◆ YOUR ASSIGNMENT ◆
Return all lines from the entries below in which the word "Graphviz" is present.

═══

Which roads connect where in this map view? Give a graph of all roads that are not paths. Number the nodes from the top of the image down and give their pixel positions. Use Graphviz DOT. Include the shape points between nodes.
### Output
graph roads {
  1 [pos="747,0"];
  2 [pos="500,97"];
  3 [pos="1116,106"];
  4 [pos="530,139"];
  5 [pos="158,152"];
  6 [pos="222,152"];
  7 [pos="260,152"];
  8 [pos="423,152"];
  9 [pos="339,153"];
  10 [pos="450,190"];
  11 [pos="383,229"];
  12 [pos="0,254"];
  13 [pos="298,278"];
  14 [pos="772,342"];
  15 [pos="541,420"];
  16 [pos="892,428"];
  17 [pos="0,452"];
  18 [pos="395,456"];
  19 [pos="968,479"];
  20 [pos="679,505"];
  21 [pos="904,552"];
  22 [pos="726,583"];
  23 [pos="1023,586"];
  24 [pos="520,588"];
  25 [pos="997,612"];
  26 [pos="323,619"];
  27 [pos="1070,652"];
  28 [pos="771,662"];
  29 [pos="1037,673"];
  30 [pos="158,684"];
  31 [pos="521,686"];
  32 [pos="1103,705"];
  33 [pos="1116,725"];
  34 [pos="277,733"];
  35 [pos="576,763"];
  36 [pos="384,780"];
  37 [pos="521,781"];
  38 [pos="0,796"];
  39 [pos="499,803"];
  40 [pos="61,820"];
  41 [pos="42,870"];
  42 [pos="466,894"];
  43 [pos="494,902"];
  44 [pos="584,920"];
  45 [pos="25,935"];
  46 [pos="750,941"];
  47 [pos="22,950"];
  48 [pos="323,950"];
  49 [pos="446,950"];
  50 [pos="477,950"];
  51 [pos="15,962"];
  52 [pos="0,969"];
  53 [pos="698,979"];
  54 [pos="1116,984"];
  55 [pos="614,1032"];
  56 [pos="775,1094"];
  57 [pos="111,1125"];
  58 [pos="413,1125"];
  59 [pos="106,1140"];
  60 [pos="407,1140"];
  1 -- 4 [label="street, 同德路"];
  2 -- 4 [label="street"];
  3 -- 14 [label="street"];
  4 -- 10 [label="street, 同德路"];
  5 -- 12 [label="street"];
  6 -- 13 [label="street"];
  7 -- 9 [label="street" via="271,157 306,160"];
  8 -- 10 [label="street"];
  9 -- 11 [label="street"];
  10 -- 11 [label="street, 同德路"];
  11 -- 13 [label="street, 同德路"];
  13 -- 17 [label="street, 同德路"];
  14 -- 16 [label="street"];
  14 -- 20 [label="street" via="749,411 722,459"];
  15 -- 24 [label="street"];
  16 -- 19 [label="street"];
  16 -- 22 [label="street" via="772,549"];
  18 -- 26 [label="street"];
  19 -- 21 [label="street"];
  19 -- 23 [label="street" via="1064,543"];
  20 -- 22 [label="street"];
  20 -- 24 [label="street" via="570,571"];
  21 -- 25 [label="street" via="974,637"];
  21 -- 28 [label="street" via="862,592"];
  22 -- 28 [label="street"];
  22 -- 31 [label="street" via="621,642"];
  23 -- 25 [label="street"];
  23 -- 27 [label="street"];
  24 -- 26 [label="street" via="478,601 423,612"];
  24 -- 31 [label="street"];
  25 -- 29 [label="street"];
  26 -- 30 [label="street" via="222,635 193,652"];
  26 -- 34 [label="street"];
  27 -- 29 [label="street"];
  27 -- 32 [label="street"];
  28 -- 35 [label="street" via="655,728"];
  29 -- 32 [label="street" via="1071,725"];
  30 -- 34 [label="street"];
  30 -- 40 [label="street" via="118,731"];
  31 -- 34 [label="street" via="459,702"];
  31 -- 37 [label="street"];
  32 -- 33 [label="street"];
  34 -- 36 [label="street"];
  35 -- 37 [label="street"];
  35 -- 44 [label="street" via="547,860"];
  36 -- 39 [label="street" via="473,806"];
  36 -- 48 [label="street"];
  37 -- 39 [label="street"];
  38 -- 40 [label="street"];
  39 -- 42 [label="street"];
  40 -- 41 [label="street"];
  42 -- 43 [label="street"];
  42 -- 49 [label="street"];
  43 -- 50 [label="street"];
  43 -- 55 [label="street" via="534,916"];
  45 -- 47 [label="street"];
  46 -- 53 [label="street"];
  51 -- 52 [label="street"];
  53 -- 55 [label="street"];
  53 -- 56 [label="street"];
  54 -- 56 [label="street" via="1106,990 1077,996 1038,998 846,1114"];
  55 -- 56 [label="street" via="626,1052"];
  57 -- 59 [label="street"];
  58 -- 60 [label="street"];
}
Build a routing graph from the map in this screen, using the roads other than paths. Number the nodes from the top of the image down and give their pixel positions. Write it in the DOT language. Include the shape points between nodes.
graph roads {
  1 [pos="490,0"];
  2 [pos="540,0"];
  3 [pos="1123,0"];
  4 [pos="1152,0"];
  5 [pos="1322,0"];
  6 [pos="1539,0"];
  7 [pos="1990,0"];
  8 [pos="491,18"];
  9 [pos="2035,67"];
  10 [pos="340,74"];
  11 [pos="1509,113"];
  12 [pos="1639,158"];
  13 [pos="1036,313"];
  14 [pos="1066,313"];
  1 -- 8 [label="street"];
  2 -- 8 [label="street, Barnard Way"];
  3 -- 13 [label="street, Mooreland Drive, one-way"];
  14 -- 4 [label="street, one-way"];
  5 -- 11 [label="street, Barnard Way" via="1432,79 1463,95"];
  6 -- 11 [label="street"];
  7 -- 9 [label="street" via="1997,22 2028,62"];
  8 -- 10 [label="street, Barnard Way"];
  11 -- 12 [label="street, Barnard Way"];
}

═══

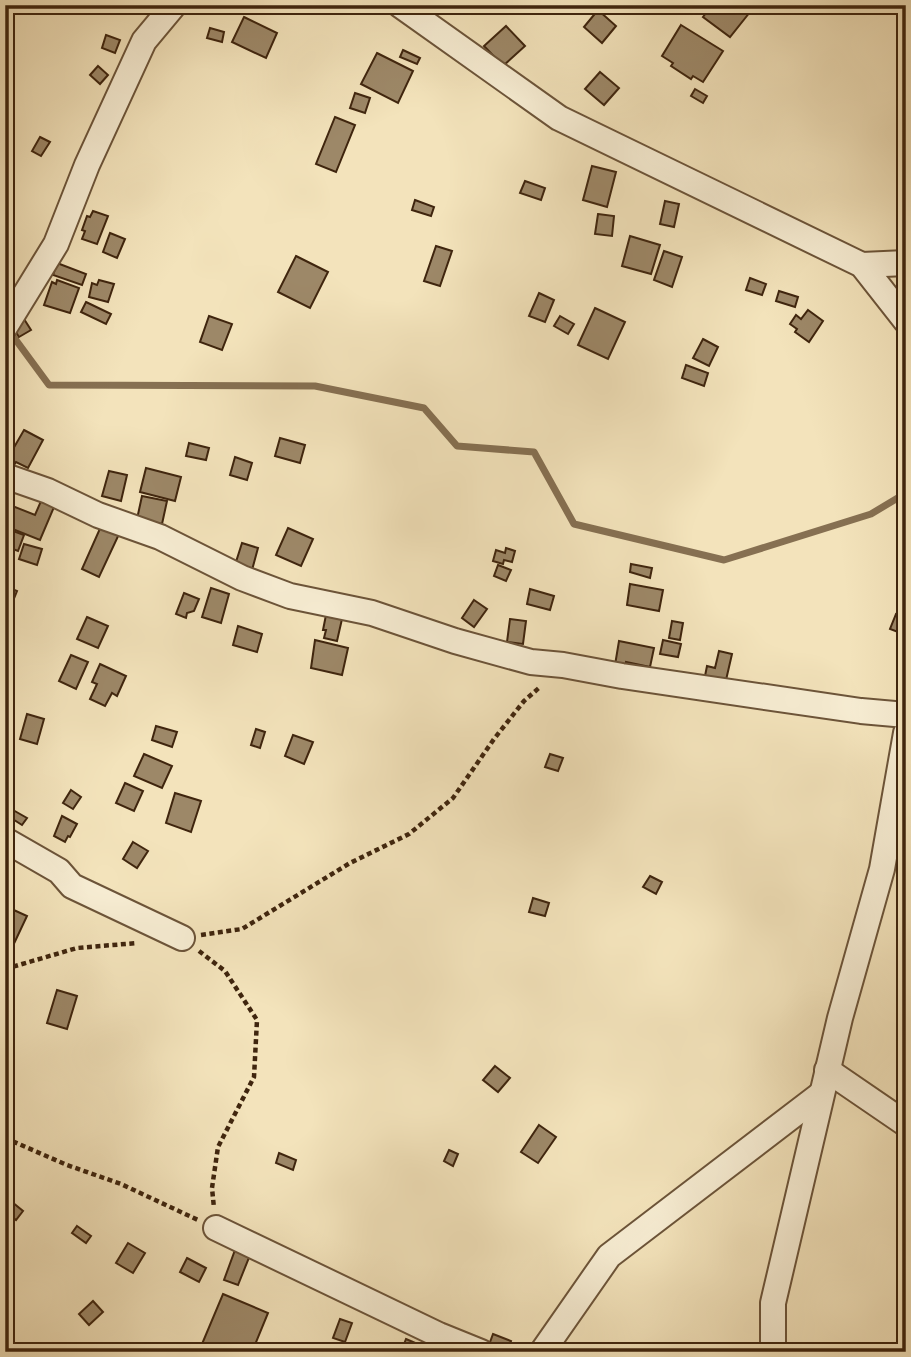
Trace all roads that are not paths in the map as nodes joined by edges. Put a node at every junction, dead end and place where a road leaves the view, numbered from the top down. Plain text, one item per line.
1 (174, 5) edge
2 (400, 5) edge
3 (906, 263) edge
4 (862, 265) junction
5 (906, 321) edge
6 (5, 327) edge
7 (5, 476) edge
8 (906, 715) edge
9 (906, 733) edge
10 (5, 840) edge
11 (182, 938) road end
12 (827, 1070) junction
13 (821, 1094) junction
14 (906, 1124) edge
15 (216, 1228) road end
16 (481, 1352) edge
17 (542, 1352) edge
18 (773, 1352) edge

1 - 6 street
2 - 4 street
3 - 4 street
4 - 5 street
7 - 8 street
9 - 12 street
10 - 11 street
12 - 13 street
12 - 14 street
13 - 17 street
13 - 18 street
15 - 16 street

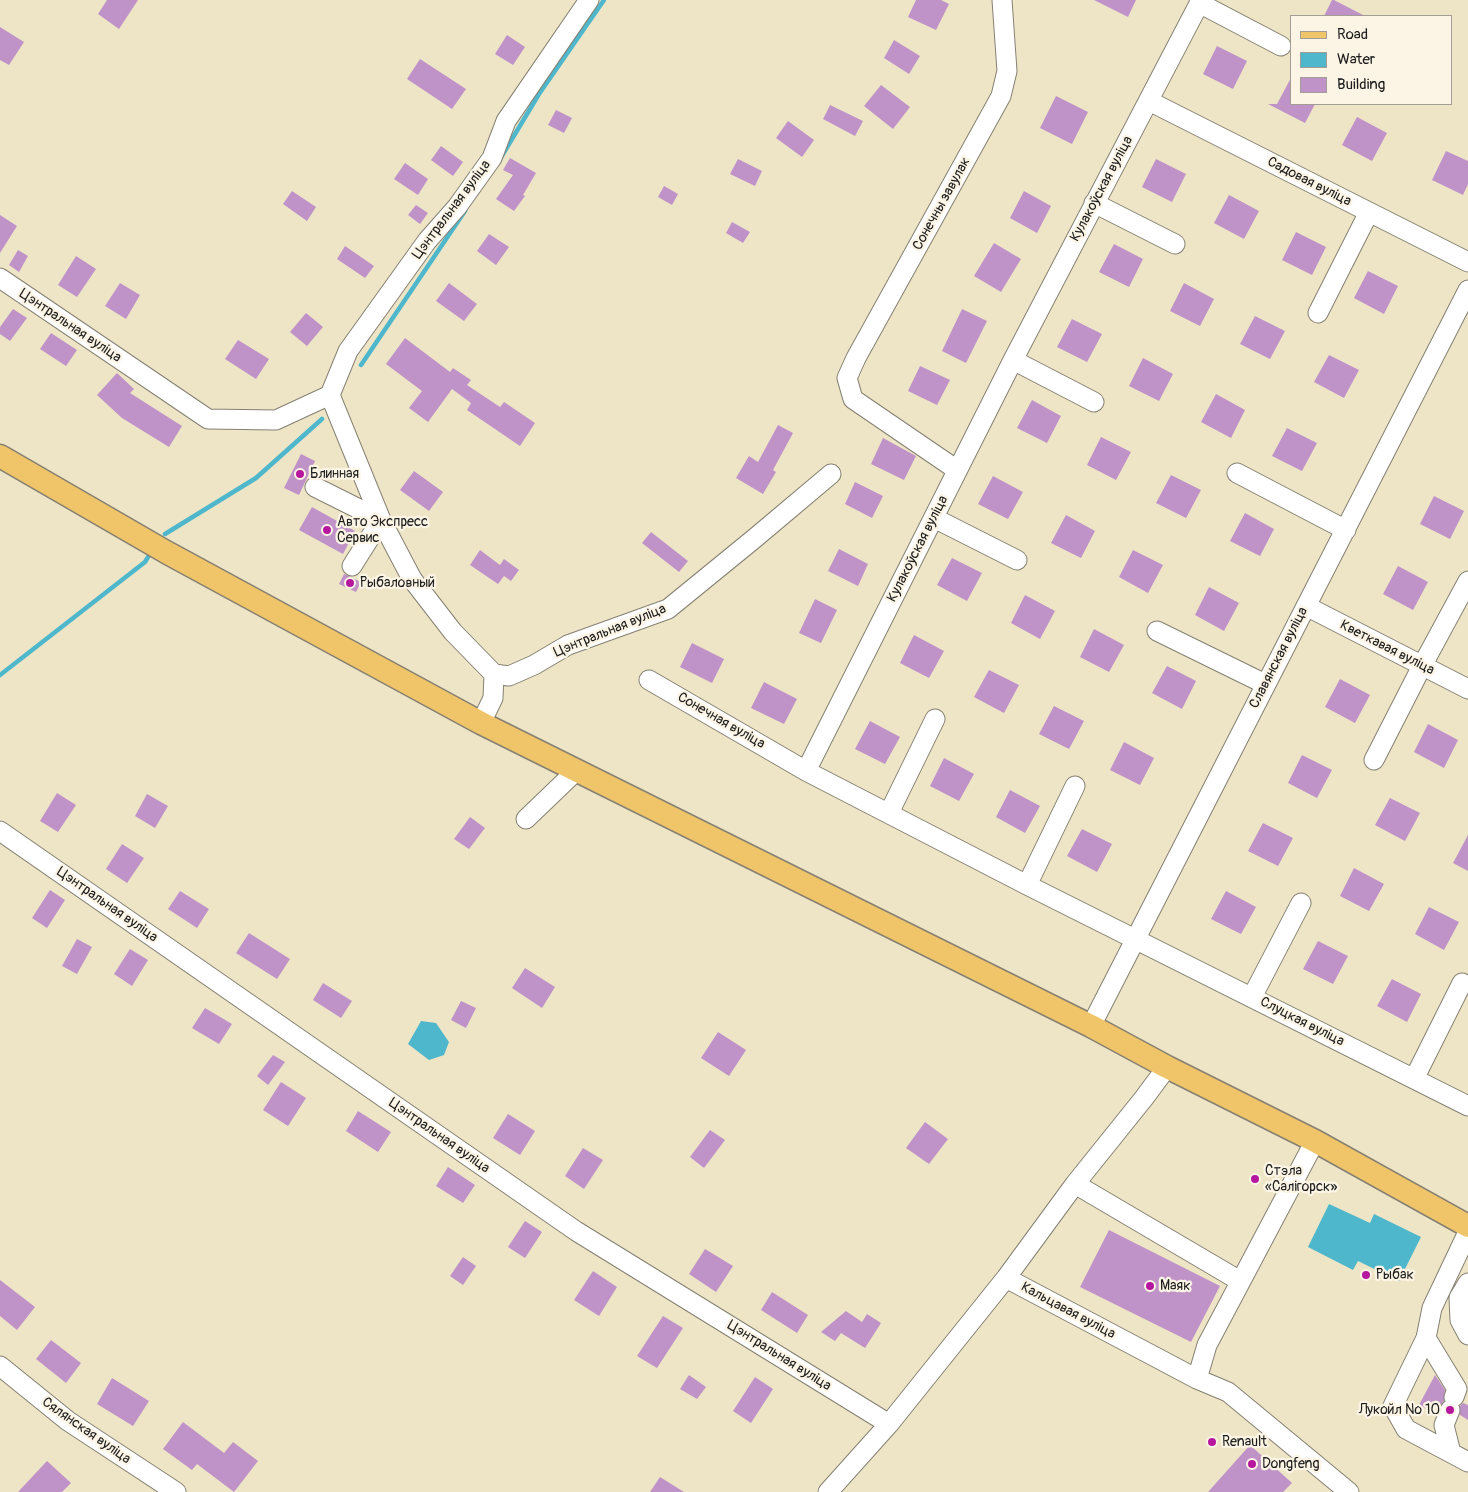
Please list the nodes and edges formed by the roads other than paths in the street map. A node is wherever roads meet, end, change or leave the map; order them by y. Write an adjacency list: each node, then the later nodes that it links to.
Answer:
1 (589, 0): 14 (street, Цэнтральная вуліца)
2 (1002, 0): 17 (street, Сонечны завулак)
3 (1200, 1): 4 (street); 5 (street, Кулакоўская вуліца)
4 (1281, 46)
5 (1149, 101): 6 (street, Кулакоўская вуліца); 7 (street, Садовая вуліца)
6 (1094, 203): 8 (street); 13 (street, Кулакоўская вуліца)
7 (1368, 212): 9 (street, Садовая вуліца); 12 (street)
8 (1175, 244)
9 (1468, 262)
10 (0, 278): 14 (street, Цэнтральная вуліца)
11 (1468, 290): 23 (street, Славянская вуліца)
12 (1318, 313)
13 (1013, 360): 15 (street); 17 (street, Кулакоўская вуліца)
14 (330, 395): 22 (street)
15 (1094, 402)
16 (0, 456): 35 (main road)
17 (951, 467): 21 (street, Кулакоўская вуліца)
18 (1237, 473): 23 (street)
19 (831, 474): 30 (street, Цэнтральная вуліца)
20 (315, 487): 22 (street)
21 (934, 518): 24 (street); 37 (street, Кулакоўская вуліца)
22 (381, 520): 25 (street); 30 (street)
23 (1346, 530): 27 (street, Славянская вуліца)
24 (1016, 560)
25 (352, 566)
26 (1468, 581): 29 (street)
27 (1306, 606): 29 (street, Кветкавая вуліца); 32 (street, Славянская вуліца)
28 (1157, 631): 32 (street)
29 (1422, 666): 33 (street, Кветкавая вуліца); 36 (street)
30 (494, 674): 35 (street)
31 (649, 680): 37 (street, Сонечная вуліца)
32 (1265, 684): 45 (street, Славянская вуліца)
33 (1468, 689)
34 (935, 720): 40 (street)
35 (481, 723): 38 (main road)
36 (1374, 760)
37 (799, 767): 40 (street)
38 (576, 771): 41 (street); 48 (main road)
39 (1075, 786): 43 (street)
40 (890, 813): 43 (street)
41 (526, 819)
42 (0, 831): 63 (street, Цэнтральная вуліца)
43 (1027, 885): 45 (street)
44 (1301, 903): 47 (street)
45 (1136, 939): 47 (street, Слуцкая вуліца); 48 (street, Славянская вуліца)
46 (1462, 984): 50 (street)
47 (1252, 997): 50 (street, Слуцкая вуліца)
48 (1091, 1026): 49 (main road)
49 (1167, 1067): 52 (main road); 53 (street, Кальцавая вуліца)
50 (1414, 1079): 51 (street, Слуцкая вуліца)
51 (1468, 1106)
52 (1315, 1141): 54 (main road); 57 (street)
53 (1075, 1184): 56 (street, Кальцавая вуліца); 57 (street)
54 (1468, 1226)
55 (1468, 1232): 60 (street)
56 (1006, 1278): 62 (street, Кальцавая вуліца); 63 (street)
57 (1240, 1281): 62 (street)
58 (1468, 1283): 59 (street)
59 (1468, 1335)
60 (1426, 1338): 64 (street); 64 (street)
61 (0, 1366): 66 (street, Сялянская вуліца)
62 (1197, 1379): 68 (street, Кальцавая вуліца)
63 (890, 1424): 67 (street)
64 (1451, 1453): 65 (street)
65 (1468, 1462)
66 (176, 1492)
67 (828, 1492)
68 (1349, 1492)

═══

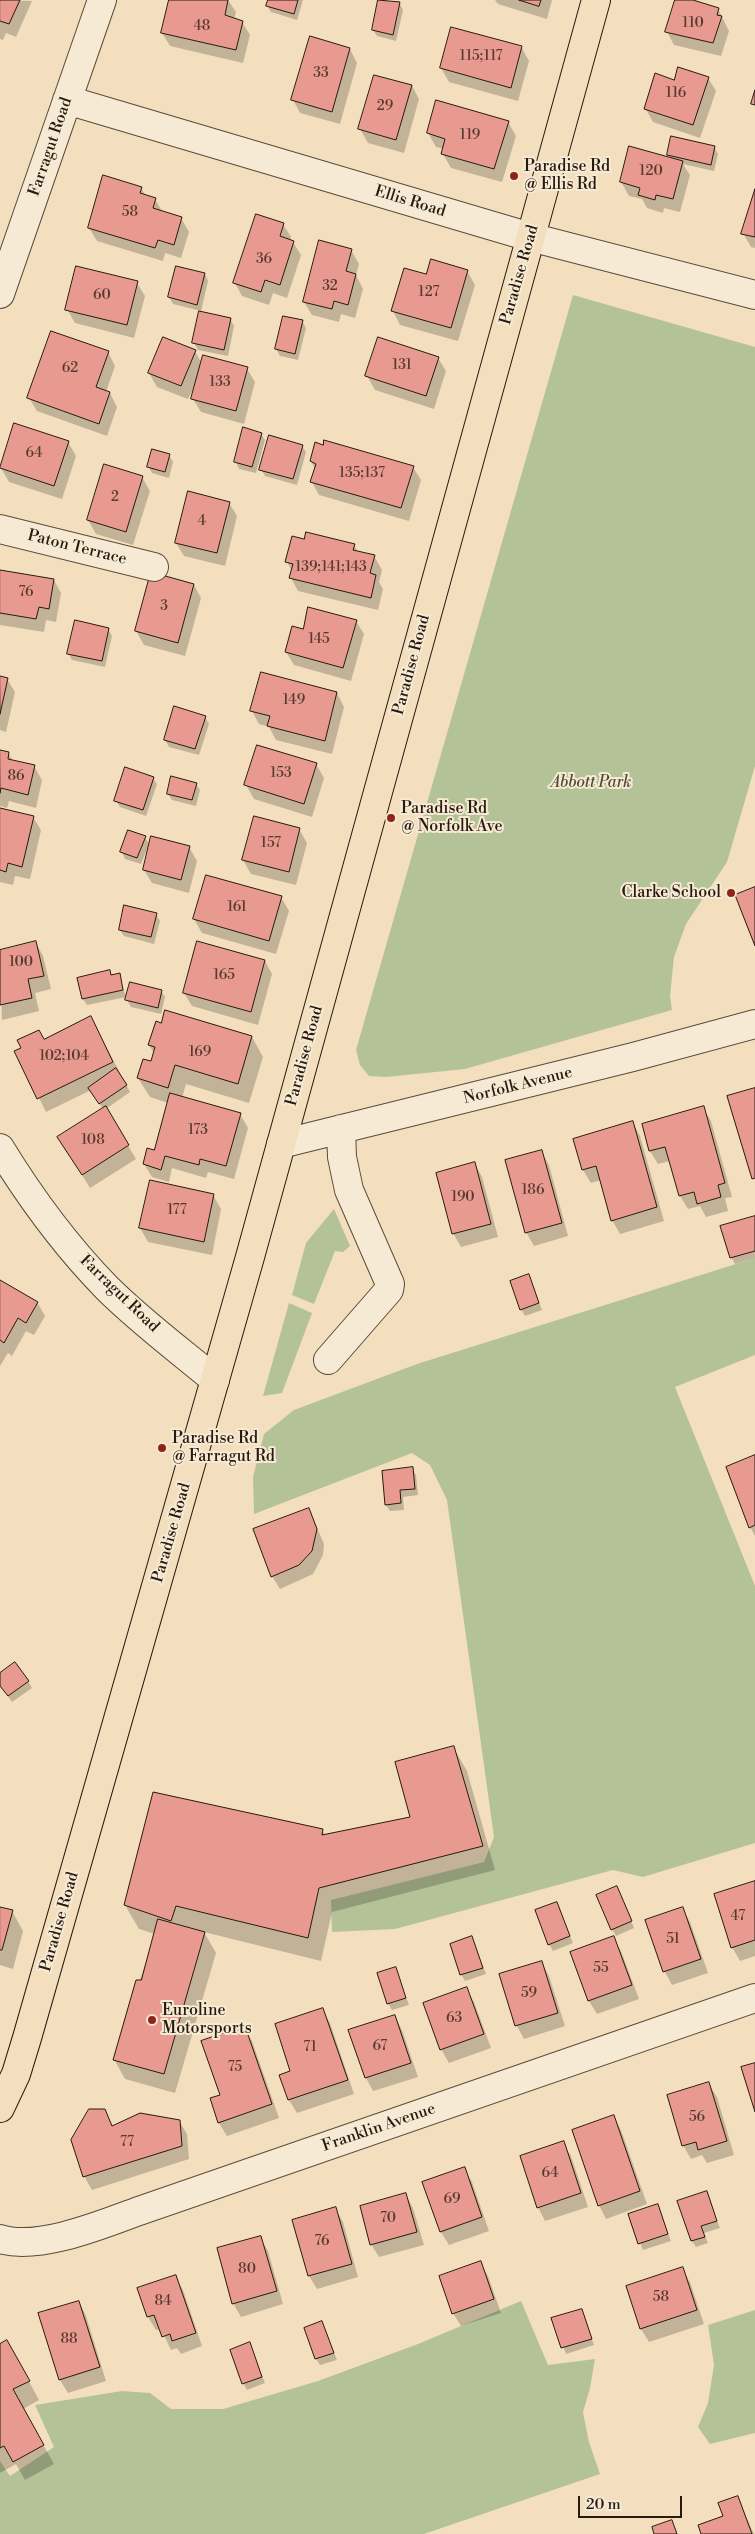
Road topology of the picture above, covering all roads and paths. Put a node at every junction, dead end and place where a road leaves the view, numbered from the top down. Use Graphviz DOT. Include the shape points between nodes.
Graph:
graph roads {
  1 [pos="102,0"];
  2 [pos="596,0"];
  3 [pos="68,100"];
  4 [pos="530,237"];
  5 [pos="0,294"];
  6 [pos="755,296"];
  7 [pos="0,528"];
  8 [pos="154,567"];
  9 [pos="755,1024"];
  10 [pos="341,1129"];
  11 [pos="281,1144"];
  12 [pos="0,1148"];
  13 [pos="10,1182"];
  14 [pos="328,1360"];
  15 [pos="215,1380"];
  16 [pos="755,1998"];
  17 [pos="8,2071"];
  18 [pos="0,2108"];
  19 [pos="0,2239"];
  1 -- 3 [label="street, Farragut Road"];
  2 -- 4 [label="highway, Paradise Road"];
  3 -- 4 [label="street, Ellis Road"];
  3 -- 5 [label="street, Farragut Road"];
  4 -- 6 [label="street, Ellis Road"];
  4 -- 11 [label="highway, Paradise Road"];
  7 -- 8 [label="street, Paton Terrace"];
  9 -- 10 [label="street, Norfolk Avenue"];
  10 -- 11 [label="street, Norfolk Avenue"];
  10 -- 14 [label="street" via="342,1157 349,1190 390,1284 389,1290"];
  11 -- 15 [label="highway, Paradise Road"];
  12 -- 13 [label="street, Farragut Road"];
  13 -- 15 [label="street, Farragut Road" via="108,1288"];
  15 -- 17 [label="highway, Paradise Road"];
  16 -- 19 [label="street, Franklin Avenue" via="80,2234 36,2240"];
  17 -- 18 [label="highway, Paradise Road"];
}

═══

◆ TASK OUTPUT ◆
Which roads connect where in this map view? Give a graph of all roads that are not paths. Number the nodes from the top of the image down and give their pixel positions. Use Graphviz DOT. Include the shape points between nodes.
Road topology of the picture above, covering all roads and paths. Put a node at every junction, dead end and place where a road leaves the view, numbered from the top down. Use Graphviz DOT. Include the shape points between nodes.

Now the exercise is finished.